Soirée Roland Petit par le Ballet de l’Opéra de Paris, au Palais Garnier. Lundi 18 mars 2013.

Trois ballets : Le Rendez-vous, avec Jérémie Bélingard (je Jeune homme), Alice Renavand (La Plus belle fille du monde), Michaël Denard (le Destin) et Hugo Vigliotti (le Bossu) ; Le Loup,avec Émilie Cozette (la Jeune fille), Stéphane Bullion (le Loup), Sabrina Mallem (la Bohémienne) et Christophe Duquenne (le Jeune homme) ; Carmen, avec Nicolas Le Riche (Don José), Éléonora Abbagnato (Carmen), Audric Bezard (Escamillo), Valentine Colasante, François Alu et Mathieu Botto (les Chef-fe-s des brigands). 

Toutes les photos de cette soirée sont à retrouver sur le site de Julien Benhamou

Carmen - Nicolas Le Riche et Éléonora Abbagnato

Carmen – Éléonora Abbagnato et Nicolas Le Riche

Une critique anglais racontait il y a quelques temps, à l’occasion de la reprise d’Onéguine par le Royal Ballet, combien elle aimait voir plusieurs distributions d’un même ballet. Je ne peux que la rejoindre, et cette soirée Roland Petit en est un excellent exemple. Les trois ballets ont pris pour ma deuxième soirée un tout autre sens. Ce ne fut pas, selon les ballets, forcément mieux, mais vraiment différent. Comment raconter une autre histoire avec exactement le même ballet, je trouve ça fantastique. C’est aussi avec différents interprètes que l’on peu se rendre compte de la force – ou non- d’une oeuvre, ou de la force des interprètes, capables de faire aimer n’importe quoi.

Je ne sais pas bien où se situe Carmen entre ses deux propositions. Le fait est que, lors de la première, le ballet m’a semblé sympa. Un bon moment, sans pour autant vibrer d’émotion, mais sans ennuie non plus. Un moment sympa. Lundi, ce fut un ballet fantastique, rempli de passion et de fureur. Je ne sais pas trop si la chorégraphie en elle-même est apparue plus riche. Sa construction a en tout cas été révélée par un duo d’interprètes formidables, Nicolas Le Riche et Éléonora Abbagnato.

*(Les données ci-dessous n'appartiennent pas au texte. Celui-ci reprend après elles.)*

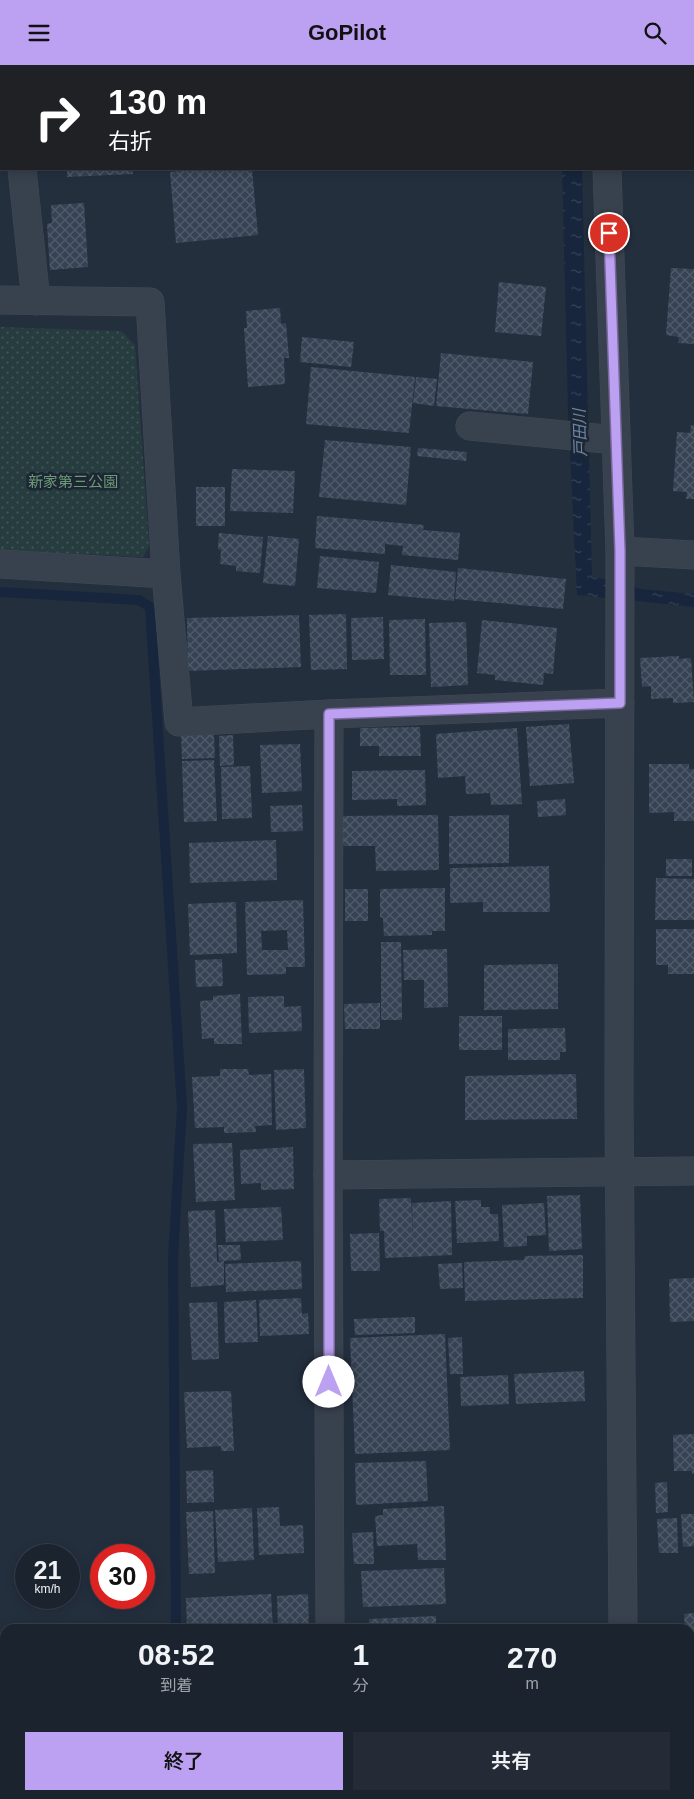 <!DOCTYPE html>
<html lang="ja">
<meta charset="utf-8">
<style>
body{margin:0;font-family:Helvetica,"Noto Sans JP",sans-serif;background:#242b36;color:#f1f3f6;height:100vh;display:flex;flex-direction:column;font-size:19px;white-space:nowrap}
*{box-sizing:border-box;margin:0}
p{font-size:16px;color:#a0a4aa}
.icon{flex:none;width:28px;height:28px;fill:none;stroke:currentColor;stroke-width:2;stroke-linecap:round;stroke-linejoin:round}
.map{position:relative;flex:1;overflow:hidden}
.drawer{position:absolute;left:0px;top:1559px;width:695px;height:176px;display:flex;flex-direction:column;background:#1b232e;border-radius:15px 15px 0 0;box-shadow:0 2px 12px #0003,0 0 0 1px #39404a}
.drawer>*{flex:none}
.guide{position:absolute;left:0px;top:0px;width:695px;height:105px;box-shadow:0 2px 12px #0003,0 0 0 1px #39404a;background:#202124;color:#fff;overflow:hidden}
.speed{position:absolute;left:15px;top:1479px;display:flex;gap:10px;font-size:25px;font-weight:700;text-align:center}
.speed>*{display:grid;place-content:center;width:65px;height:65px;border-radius:50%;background:#1b232e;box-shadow:0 2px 12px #0003,0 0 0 1px #39404a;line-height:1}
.speed small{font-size:12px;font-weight:400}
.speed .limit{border:8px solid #d22;background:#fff;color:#111}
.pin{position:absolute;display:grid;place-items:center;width:42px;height:42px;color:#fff;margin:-21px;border:2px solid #fff;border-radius:50%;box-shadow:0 1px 5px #0007}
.me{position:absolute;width:55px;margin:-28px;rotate:0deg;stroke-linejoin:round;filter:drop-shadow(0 0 4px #0008)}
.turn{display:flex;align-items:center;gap:18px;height:105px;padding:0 25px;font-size:22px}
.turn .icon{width:65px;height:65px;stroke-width:2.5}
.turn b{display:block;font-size:35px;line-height:42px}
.eta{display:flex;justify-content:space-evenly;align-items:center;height:85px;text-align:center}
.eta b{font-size:30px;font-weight:600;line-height:35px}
.primary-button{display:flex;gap:10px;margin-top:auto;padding:10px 25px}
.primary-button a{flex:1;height:58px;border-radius:0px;background:#bca0f2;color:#111;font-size:20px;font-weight:600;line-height:58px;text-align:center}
.primary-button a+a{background:#242b36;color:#f1f3f6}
header{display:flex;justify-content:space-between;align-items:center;height:65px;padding:0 25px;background:#bca0f2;color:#111;font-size:22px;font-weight:600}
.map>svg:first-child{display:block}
</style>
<header><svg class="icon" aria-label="menu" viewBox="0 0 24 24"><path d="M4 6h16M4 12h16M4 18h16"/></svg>GoPilot<svg class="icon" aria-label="search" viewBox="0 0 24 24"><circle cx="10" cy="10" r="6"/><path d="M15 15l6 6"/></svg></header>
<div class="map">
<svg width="694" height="1734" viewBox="0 0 694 1734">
<defs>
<pattern id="grass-dots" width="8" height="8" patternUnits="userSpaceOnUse" patternTransform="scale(1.25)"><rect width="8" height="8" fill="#263c3f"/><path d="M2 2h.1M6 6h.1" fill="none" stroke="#435659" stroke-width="1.8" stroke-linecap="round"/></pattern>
<pattern id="water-ripples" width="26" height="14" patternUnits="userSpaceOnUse" patternTransform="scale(1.25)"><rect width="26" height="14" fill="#17263c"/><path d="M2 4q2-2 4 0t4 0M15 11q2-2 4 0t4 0" fill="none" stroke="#364457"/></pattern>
<pattern id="building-cross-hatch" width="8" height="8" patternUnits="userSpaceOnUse" patternTransform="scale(1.25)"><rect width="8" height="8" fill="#364354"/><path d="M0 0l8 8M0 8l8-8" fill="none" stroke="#515c6b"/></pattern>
</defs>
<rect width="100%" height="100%" fill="#242f3e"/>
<path fill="url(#grass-dots)" d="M 0,262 L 121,266 L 135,280 L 149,481 L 143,492 L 0,485 Z"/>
<path fill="url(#water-ripples)" d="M 562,104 L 582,104 L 592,511 L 641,524 L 694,529 L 694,542 L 577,530 L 568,348 Z"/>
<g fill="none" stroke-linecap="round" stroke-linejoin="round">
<g stroke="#17263c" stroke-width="10">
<path d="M 0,527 L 139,535 L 150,542 L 182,1042 L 173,1193 L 176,1564"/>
<path d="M 178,1730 L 178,1734"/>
</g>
</g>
<g fill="url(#building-cross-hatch)" fill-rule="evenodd">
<path d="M 67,104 L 132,104 L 133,109 L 67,112 Z"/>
<path d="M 203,104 L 252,104 L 258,170 L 176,178 L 170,107 Z"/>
<path d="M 84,138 L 88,202 L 50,205 L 47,159 L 52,158 L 51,140 Z"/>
<path d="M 671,203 L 694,204 L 694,279 L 678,278 L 679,272 L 666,270 Z"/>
<path d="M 499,217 L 546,222 L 541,271 L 495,267 Z"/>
<path d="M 280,243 L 281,259 L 286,258 L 289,293 L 284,293 L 285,319 L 248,322 L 244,263 L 247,263 L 246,246 Z"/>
<path d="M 302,272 L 354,277 L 351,302 L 300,297 Z"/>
<path d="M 441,288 L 533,297 L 528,349 L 436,341 Z"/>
<path d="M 311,302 L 415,312 L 409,368 L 306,359 Z"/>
<path d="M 416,312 L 437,314 L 434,341 L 413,338 Z"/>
<path d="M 691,360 L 694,360 L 694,434 L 686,434 L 687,427 L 673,426 L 677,367 L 690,368 Z"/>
<path d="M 325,375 L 411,382 L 406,440 L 319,432 Z"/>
<path d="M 418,383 L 467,387 L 466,396 L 417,391 Z"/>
<path d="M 232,404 L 295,406 L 293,448 L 230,446 Z"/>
<rect x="196" y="422" width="29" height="39"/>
<path d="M 317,451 L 424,460 L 423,465 L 460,468 L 458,495 L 402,490 L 403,481 L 385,479 L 385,489 L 315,483 Z"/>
<path d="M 219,468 L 263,472 L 260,508 L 236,506 L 236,501 L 220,499 L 221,485 L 218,484 Z"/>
<path d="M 268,471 L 299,474 L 295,521 L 263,518 Z"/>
<path d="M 320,491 L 379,497 L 376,528 L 317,523 Z"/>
<path d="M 391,500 L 456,507 L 454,536 L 388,530 Z"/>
<path d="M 458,503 L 566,514 L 563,544 L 455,534 Z"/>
<path d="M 346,549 L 347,604 L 311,605 L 309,550 Z"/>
<path d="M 299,550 L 301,602 L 188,606 L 187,553 Z"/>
<path d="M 383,552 L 384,594 L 352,595 L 351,553 Z"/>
<path d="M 425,554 L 426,610 L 390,610 L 389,555 Z"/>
<path d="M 482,555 L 557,563 L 553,609 L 544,608 L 543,620 L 495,615 L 495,610 L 477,608 Z"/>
<path d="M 466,557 L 468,620 L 431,622 L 429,558 Z"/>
<path d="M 679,591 L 679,594 L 691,593 L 694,637 L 673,638 L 673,633 L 651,634 L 651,621 L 642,622 L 640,593 Z"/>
<path d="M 569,659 L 574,718 L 530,721 L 526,662 Z"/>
<path d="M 420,662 L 421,691 L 379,691 L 379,681 L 360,681 L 360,663 Z"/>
<path d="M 517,663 L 522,739 L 491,740 L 490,728 L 466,729 L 465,711 L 438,713 L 436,669 Z"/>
<path d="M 214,669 L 215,693 L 182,694 L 181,670 Z"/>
<path d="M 233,670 L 234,700 L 220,701 L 219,671 Z"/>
<path d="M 300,679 L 302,726 L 262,728 L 260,680 Z"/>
<path d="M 214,695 L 217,756 L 184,757 L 182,696 Z"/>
<path d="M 649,699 L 689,699 L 689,704 L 694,704 L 694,756 L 674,756 L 674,747 L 649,748 Z"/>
<path d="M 250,701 L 252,753 L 222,754 L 221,702 Z"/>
<path d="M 425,705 L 426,740 L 397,741 L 397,734 L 352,735 L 352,706 Z"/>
<path d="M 565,734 L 566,750 L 538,752 L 537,736 Z"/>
<path d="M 302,740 L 303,766 L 271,767 L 270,741 Z"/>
<path d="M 438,750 L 439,805 L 376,806 L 375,781 L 343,781 L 343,751 Z"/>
<path d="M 509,750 L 509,798 L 449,799 L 449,751 Z"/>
<path d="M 276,775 L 277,815 L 190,818 L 189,778 Z"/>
<rect x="666" y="794" width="26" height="17"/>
<path d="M 549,801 L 550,847 L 483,847 L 483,837 L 450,838 L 450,803 Z"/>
<path d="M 656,813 L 694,814 L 694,855 L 655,855 Z"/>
<path d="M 445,823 L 445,866 L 432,866 L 432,870 L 384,871 L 383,853 L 380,852 L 380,824 Z"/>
<rect x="345" y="824" width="23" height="32"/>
<path d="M 303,835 L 305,902 L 286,902 L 286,909 L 247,910 L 245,837 ZM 287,865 L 288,885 L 262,885 L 261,866 Z"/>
<path d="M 236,837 L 237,888 L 190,890 L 188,839 Z"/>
<path d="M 656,864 L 694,864 L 694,909 L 668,909 L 668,900 L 656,900 Z"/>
<path d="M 381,877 L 401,877 L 402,955 L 381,955 Z"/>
<path d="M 447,884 L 448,942 L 424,943 L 424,915 L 404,915 L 403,885 Z"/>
<path d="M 222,894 L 223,921 L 196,922 L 195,895 Z"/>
<path d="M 558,899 L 558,944 L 484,945 L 484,900 Z"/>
<path d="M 240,929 L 242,979 L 214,979 L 214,973 L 202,974 L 200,936 L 213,935 L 213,931 Z"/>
<path d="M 284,931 L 284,942 L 301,941 L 302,966 L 249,968 L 248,932 Z"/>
<path d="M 380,938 L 380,964 L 345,964 L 344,939 Z"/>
<rect x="459" y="951" width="43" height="34"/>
<path d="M 565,963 L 566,987 L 560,987 L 560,995 L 508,995 L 508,964 Z"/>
<path d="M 220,1004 L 248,1004 L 249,1010 L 271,1009 L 272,1060 L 255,1061 L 256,1067 L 224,1068 L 224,1062 L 195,1063 L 192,1012 L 220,1011 Z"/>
<path d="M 304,1004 L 306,1063 L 276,1065 L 274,1005 Z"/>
<path d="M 576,1009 L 577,1054 L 465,1055 L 465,1011 Z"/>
<path d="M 232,1078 L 235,1135 L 196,1137 L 193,1079 Z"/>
<path d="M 293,1082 L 294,1124 L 261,1125 L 261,1118 L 241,1119 L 240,1085 Z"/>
<path d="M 580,1130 L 582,1184 L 549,1186 L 547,1131 Z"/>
<path d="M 411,1133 L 413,1178 L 412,1138 L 451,1136 L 452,1190 L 385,1193 L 384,1166 L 380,1166 L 379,1134 Z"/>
<path d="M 481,1135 L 481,1142 L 490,1142 L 490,1149 L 498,1149 L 499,1176 L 457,1178 L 455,1136 Z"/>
<path d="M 544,1138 L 546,1170 L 527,1171 L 527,1181 L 504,1182 L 502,1140 Z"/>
<path d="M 281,1142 L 283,1175 L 226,1177 L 224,1144 Z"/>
<path d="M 215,1145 L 217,1197 L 224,1196 L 224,1220 L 191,1222 L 188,1146 Z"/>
<path d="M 379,1168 L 380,1206 L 351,1206 L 350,1169 Z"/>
<path d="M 218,1180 L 240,1180 L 241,1195 L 219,1196 Z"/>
<path d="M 583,1190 L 583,1233 L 465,1236 L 464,1197 L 524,1195 L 525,1191 Z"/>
<path d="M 301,1196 L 302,1224 L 226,1227 L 225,1199 Z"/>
<path d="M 462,1198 L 463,1223 L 440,1224 L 438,1199 Z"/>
<path d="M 694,1213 L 694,1256 L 670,1257 L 669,1214 Z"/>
<path d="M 301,1233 L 302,1249 L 308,1248 L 309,1269 L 260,1271 L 259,1235 Z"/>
<path d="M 256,1235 L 258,1277 L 225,1278 L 224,1237 Z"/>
<path d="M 217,1237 L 219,1294 L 192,1295 L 189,1238 Z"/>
<path d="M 415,1252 L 415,1268 L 355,1270 L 354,1254 Z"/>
<path d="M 445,1269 L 450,1385 L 355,1389 L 350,1273 Z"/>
<path d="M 462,1272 L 463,1309 L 450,1309 L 448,1273 Z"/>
<path d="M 584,1306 L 585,1336 L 516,1339 L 514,1309 Z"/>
<path d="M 508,1310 L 509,1339 L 461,1341 L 460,1312 Z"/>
<path d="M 231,1326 L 234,1386 L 221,1386 L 221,1381 L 187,1383 L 184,1327 Z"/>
<path d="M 694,1369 L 694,1408 L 692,1409 L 692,1406 L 674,1406 L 673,1370 Z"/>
<path d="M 426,1396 L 428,1436 L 356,1440 L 355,1398 Z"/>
<path d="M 213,1405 L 214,1437 L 187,1438 L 186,1406 Z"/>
<path d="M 667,1417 L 668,1447 L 656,1448 L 655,1418 Z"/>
<path d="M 444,1441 L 446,1495 L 418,1495 L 417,1479 L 377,1481 L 375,1451 L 383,1450 L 383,1444 Z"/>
<path d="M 279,1442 L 280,1461 L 303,1460 L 304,1488 L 259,1490 L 257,1443 Z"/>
<path d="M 252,1443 L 254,1495 L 218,1497 L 215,1445 Z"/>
<path d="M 213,1446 L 215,1508 L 189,1509 L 186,1447 Z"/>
<path d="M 681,1449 L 694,1449 L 694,1481 L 683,1482 Z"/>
<path d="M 677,1453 L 678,1488 L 659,1488 L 657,1454 Z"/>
<path d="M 373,1467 L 374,1499 L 354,1499 L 352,1468 Z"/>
<path d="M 444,1503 L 446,1539 L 363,1542 L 361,1506 Z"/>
<path d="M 271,1529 L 273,1564 L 187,1564 L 186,1533 Z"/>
<path d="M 308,1529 L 309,1564 L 278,1564 L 277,1531 Z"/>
<path d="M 694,1548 L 694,1583 L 690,1583 L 690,1564 L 685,1564 L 684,1549 Z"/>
<path d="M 436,1551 L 436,1564 L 369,1564 L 369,1554 Z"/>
<path d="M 549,1558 L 549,1564 L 460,1564 L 460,1560 Z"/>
<rect x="190" y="1730" width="100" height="4"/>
<path d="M 352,1730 L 382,1730 L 383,1734 L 352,1734 Z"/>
<rect x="424" y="1730" width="16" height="2"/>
<rect x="444" y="1730" width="10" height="4"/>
<rect x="466" y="1730" width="103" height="4"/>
</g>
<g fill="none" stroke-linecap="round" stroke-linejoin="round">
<defs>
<g id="minor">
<path d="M 12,0 L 12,1"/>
<path d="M 604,0 L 604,1"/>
<path d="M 22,104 L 36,236"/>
<path d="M 607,104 L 620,486 L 619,1041 L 623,1564"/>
<path d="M 0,235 L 150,237 L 166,509 L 179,657 L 329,649 L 620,638"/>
<path d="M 470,361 L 616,375"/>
<path d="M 620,486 L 694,490"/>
<path d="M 0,499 L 166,509"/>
<path d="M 329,649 L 328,1110 L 330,1564"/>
<path d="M 328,1110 L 694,1106"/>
<path d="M 331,1730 L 331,1734"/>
<path d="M 624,1730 L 624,1734"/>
</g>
</defs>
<use href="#minor" stroke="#414a57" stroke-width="29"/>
<use href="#minor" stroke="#38414e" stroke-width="28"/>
</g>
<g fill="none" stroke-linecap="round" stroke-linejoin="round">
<defs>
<path id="route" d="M 329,1317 L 329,649 L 620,638 L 620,486 L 609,168"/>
</defs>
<use href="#route" stroke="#7a689d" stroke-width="12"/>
<use href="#route" stroke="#bca0f2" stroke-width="9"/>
</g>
<g text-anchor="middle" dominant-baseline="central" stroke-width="5" stroke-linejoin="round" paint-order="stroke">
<g font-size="15" fill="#6b9a76" stroke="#1d2633">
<text x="73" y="416">新家第三公園</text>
</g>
<g font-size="16" font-style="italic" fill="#6d86a8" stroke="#1d2633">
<text transform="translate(580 368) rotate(-92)">戸田川</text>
</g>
</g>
</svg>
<div class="speed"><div>21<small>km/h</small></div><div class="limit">30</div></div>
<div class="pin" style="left:609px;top:168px;background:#d93025"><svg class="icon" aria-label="arrive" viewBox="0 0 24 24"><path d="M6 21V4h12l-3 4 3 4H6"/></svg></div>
<svg class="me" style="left:329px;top:1317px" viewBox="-20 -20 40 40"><circle r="19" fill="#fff"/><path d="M0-13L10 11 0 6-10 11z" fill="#bca0f2"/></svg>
<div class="guide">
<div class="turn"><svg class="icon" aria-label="right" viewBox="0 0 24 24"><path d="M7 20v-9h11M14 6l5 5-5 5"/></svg><div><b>130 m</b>右折</div></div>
</div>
<section class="drawer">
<div class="eta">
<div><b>08:52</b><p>到着</p></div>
<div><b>1</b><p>分</p></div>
<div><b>270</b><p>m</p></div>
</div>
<div class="primary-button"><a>終了</a><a>共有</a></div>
</section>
</div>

Dans Le Rendez-vousNicolas Le Riche joue un jeune homme de 20 ans on ne peut plus crédible. Dans Carmen, il ne triche pas sur son âge. Son Don José a du vécu, il en impose. Ce n’est pas un être timide un peu à côté de la plaque, c’est un homme qui commande, et qui séduit. Qu’est-il allé faire dans cette taverne ? Une nouvelle conquête, une recherche d’aventure ou le frisson du danger…  Il semble en tout cas avoir franchi une drôle de porte. Éléonora Abbagnato n’est pas une Carmen des rues, mais une apparition énigmatique, surprenante. Et si cette taverne était un peu magique ? Un parfum de mystère flotte en tout cas dans cette gargotte, quelque chose d’un peu hors du temps… Comme cette variation de Don José, formidablement percutante, prenante, magistrale. Nicolas Le Riche  surprend toujours, émeut encore, quel danseur…

Carmen - Nicolas Le Riche

Carmen – Nicolas Le Riche

Éléonora Abbagnato n’a pas la diabolique technique de Ludmila Pagliero. Mais elle a le charisme et la passion en elle. Une fois la nuit passée, le mystère est retombée, mais pas l’attirance. Carmen est une femme forte, peut-être la première que Don José a croisé. Et plus que le coup monté contre le marchant, c’est le rejet de Carmen qui provoque sa folie. Ils sont là, tête contre tête, prêts pour le combat final aux sons des percussions. Chacun prend l’ascendance avant de la laisser à l’autre, chacun veut prendre le dessus. C’est finalement Don José qui l’aura, dans un dernier sursaut de passion (pour elle) et de folie (pour lui).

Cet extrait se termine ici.